TRY IT ->
Below are the records. Gather each line that holds "edges".

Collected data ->
-----

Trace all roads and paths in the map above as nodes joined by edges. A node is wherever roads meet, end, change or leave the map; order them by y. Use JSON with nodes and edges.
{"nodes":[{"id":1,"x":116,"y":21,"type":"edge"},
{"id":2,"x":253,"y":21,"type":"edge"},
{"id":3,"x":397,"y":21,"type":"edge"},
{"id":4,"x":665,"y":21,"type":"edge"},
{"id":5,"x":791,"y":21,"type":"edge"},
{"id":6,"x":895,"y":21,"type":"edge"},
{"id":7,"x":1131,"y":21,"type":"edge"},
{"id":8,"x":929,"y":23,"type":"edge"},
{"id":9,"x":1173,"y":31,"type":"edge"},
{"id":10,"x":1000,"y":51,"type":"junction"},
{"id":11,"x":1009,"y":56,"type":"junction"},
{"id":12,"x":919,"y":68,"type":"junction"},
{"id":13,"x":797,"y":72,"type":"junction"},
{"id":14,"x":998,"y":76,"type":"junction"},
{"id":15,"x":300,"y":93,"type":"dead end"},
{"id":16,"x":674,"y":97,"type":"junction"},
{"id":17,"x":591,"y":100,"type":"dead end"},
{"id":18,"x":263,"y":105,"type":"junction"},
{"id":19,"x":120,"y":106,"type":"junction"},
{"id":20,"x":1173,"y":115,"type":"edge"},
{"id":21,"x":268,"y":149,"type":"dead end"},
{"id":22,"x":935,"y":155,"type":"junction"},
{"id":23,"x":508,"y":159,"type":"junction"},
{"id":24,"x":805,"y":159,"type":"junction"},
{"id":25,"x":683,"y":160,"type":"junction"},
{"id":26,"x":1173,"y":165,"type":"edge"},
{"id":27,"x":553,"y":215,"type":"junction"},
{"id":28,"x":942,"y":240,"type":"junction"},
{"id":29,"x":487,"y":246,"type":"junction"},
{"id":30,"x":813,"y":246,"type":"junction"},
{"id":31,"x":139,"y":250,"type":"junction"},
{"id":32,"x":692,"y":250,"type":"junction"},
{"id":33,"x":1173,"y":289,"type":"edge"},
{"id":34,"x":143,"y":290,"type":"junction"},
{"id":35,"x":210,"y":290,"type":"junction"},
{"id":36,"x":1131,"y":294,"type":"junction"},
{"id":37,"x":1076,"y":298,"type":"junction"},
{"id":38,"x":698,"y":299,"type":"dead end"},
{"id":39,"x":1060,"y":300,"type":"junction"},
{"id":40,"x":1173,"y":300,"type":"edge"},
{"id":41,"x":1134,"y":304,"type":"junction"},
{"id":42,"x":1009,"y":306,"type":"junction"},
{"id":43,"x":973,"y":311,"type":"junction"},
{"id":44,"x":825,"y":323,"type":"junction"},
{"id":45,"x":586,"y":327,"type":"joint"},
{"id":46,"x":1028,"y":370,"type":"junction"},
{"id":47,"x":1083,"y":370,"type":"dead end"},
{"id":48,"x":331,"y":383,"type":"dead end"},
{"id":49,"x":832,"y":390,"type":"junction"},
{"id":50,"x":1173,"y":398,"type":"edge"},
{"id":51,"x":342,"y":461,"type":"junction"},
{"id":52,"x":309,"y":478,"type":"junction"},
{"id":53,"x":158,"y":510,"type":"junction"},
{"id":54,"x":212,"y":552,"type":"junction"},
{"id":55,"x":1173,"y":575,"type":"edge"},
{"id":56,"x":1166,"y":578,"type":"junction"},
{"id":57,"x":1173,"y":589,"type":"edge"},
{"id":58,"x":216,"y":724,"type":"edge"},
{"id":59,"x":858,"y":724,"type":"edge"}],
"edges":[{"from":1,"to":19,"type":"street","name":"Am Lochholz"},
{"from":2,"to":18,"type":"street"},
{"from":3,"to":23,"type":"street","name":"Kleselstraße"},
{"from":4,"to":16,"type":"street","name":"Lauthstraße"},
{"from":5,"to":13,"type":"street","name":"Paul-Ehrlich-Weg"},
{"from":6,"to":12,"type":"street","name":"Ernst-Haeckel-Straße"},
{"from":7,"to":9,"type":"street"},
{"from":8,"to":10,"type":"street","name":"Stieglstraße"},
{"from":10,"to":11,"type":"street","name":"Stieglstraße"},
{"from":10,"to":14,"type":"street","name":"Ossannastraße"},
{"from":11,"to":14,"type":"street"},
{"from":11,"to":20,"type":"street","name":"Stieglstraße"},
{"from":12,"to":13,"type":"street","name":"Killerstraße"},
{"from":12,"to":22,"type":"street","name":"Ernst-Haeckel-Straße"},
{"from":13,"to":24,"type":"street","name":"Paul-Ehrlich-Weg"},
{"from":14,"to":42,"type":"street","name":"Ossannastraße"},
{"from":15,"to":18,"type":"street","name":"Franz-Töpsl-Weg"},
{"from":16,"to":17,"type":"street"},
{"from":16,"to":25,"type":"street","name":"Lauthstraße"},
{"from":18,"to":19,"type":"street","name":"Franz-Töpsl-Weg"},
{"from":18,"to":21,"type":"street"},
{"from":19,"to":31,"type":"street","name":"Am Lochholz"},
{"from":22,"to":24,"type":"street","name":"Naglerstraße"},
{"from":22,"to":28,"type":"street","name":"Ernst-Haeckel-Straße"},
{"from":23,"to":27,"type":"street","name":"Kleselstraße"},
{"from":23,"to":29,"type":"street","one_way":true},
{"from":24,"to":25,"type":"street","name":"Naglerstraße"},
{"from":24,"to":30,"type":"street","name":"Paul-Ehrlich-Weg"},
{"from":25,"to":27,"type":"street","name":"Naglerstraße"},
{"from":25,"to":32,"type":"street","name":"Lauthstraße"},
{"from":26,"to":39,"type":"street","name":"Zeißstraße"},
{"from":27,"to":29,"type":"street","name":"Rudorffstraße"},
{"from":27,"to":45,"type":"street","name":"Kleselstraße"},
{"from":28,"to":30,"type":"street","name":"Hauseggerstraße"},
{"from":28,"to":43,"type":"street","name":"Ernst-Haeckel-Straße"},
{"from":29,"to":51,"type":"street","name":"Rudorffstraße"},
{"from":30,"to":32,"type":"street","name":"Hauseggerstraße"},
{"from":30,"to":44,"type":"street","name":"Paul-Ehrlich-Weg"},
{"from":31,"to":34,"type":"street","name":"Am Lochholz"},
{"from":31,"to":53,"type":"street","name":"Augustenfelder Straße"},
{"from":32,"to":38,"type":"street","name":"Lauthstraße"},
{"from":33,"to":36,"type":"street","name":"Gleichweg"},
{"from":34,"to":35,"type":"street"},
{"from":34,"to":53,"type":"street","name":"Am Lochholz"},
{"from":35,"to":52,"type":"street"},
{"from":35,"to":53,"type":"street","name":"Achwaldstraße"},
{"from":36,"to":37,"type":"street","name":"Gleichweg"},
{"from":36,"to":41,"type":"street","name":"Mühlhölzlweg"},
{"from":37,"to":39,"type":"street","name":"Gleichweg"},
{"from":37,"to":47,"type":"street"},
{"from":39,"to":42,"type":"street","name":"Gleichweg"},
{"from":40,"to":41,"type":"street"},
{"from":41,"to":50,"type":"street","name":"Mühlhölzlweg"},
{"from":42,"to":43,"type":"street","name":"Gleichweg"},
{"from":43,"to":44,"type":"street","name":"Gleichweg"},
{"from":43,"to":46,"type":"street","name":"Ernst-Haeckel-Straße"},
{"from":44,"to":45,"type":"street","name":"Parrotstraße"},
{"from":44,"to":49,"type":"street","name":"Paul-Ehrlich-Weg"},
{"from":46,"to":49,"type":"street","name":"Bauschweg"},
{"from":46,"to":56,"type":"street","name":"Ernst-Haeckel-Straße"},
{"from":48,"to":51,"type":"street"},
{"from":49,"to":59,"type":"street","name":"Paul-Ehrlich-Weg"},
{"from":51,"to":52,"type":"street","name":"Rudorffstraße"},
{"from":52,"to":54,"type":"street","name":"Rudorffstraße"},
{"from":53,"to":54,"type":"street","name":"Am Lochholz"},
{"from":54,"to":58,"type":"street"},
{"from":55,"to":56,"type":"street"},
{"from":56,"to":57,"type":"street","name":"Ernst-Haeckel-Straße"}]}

-----

SOLVED EXERCISE ->
Trace all roads and paths in the map above as nodes joined by edges. A node is wherever roads meet, end, change or leave the map; order them by y. Use JSON with nodes and edges.
"edges":[{"from":1,"to":19,"type":"street","name":"Am Lochholz"},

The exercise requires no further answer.